Prompt:
Copy out each line of the data below in which the string "Славянска" appears.
============================================================
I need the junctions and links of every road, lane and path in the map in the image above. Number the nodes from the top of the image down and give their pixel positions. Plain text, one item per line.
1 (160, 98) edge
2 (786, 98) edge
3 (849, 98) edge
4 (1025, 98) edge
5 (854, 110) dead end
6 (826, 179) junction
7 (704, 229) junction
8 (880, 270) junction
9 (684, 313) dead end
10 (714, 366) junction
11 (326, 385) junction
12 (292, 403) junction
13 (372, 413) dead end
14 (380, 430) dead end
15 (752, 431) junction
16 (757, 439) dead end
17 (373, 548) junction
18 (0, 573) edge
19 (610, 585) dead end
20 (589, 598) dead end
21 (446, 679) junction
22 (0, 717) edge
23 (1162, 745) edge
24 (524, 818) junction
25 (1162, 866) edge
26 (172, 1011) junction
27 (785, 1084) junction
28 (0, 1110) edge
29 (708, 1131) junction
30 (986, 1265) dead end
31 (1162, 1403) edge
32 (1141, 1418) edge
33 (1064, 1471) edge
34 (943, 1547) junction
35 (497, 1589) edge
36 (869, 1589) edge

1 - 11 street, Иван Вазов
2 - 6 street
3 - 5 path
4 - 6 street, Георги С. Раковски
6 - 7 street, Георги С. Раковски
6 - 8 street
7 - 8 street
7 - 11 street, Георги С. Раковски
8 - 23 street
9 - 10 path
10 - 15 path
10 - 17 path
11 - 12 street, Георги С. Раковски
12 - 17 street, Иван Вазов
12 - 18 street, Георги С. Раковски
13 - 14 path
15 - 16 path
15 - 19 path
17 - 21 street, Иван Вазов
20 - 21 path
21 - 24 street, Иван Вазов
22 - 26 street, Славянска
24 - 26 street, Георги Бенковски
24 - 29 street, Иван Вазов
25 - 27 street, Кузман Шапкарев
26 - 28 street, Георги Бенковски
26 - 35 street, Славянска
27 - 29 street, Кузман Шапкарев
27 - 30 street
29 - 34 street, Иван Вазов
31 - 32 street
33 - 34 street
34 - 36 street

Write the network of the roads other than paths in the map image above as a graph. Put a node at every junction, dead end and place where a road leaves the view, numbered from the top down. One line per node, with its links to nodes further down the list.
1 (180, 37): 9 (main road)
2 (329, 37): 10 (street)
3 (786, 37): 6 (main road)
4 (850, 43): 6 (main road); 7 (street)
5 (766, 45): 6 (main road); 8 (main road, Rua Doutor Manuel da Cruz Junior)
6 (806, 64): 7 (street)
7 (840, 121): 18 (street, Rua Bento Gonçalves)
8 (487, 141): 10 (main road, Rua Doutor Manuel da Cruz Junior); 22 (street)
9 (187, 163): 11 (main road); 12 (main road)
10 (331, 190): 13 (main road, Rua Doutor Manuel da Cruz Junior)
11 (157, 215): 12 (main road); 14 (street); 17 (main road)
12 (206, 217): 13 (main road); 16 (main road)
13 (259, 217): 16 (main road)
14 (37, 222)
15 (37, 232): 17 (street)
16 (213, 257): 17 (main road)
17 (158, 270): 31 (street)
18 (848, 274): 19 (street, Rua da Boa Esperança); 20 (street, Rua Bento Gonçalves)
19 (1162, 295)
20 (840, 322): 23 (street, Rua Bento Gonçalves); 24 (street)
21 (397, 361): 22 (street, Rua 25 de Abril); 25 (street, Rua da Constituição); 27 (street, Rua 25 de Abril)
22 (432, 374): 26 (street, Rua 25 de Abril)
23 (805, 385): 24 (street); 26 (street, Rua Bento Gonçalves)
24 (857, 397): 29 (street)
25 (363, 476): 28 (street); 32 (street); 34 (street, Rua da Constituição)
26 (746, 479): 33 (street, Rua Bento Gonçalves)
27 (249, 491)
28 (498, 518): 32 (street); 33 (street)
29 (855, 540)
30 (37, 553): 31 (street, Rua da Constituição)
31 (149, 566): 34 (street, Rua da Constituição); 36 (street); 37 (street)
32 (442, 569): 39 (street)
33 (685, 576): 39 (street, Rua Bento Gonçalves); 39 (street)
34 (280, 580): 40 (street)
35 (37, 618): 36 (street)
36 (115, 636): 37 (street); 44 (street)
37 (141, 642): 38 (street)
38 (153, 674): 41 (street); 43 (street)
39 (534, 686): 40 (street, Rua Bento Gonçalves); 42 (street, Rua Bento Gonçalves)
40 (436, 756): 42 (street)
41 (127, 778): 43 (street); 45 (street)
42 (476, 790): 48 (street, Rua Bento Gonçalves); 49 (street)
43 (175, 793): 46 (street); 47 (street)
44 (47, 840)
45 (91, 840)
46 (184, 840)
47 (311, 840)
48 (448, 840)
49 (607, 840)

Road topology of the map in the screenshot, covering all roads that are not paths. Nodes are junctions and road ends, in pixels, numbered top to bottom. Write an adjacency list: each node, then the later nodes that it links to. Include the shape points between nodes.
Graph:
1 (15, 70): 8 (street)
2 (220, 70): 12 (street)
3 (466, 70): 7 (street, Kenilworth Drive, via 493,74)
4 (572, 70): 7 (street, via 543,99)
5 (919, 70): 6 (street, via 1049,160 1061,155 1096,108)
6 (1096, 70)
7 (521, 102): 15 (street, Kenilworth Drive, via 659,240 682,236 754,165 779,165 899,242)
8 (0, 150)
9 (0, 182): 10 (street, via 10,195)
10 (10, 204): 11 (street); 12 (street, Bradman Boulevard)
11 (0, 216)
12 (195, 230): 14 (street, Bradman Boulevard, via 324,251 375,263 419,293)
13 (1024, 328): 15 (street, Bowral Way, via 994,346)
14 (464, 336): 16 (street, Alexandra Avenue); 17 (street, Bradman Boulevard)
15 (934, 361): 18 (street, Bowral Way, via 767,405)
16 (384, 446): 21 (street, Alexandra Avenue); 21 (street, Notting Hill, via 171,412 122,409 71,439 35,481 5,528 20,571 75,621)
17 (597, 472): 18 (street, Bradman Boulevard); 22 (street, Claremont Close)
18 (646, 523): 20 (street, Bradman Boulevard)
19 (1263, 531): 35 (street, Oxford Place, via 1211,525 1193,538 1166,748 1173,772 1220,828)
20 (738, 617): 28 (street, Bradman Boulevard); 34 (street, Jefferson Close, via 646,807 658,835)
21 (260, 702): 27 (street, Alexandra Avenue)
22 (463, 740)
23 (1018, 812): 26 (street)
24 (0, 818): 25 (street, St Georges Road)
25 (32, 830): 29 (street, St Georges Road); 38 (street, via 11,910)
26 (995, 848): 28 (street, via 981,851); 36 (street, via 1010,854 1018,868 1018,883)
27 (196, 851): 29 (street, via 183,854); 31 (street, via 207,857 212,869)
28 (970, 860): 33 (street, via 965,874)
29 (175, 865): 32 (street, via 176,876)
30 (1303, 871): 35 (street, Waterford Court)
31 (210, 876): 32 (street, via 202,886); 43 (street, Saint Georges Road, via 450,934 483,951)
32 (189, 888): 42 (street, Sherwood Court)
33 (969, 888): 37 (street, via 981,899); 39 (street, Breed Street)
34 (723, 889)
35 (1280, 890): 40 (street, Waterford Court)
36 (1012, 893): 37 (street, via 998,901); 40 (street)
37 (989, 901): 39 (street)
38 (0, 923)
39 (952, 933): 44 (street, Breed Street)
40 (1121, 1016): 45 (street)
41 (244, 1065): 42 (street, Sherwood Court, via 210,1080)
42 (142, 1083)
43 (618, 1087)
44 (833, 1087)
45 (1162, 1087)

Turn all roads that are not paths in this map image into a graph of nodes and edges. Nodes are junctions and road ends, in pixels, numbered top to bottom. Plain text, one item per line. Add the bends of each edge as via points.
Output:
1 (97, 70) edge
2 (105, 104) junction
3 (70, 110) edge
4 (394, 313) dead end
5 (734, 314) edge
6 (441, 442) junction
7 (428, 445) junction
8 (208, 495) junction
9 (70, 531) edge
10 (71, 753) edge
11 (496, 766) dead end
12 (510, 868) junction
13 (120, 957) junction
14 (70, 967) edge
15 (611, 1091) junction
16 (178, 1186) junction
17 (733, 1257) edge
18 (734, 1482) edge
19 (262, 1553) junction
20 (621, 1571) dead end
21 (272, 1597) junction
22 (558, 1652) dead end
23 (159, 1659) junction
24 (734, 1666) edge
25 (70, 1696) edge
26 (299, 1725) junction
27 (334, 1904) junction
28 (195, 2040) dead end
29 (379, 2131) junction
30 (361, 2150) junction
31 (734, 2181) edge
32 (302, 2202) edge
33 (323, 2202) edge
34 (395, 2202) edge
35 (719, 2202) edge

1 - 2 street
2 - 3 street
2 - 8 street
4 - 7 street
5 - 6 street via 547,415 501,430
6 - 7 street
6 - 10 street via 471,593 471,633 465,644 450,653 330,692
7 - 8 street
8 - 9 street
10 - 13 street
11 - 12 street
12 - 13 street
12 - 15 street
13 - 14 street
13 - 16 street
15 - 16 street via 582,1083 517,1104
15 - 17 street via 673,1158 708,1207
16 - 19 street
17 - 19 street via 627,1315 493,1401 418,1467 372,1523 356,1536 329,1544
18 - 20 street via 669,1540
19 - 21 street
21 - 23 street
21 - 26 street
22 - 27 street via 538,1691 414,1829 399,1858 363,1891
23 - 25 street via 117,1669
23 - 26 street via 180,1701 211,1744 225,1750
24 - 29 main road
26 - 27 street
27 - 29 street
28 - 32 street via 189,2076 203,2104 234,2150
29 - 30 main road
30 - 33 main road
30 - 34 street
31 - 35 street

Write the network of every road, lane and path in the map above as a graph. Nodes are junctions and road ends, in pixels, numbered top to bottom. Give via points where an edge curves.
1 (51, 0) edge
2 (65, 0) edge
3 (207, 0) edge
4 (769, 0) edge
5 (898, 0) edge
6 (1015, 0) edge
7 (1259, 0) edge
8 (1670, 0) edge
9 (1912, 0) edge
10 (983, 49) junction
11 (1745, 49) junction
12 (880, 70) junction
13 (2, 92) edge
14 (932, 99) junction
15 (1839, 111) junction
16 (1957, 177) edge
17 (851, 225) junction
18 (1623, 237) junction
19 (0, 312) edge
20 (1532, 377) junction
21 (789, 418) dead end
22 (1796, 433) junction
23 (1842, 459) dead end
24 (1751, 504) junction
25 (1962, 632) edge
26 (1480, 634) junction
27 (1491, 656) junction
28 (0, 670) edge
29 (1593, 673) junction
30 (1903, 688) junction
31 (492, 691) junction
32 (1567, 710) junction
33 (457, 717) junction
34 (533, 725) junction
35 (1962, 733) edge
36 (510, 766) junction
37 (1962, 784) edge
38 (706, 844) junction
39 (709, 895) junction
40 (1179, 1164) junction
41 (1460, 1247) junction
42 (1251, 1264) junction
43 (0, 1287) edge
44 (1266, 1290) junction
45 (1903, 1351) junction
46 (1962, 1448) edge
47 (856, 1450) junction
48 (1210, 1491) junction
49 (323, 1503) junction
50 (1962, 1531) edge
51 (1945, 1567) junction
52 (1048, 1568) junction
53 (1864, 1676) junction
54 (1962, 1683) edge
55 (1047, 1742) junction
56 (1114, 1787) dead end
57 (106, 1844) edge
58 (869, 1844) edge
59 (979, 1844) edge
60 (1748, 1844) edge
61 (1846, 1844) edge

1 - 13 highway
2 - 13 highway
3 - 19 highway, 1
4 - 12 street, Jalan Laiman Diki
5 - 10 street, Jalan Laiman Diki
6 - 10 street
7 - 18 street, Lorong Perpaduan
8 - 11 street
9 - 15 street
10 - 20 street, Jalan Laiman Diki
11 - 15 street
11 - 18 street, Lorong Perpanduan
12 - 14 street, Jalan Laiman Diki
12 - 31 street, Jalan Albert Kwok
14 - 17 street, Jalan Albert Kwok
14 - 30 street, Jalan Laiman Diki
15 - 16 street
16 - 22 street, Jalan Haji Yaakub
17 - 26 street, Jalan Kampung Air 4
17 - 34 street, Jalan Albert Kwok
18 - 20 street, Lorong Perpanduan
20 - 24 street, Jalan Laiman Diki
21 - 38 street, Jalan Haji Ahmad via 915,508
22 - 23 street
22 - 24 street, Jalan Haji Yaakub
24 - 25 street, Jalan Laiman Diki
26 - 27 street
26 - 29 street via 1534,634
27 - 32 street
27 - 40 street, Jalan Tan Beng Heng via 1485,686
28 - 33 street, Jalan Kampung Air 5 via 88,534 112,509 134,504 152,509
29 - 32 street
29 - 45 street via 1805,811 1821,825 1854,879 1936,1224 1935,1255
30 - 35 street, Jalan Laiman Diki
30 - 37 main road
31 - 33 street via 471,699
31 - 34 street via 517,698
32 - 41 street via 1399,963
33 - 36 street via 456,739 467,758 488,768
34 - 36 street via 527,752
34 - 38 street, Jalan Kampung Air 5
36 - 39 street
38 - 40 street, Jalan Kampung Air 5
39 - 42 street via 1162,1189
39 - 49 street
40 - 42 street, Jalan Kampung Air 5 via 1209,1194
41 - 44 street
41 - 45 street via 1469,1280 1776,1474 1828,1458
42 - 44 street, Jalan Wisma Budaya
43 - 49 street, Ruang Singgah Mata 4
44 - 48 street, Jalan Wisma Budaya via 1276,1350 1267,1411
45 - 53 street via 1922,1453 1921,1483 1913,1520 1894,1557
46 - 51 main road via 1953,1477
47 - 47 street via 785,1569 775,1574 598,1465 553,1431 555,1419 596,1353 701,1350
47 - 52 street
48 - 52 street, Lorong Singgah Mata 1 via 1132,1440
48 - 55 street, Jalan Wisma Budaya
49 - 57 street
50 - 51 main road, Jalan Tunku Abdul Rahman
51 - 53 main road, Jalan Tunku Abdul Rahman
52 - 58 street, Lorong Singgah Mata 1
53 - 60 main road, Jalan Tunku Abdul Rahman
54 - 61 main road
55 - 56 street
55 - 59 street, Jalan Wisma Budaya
============================================================
Task result:
22 - 26 street, Славянска
26 - 35 street, Славянска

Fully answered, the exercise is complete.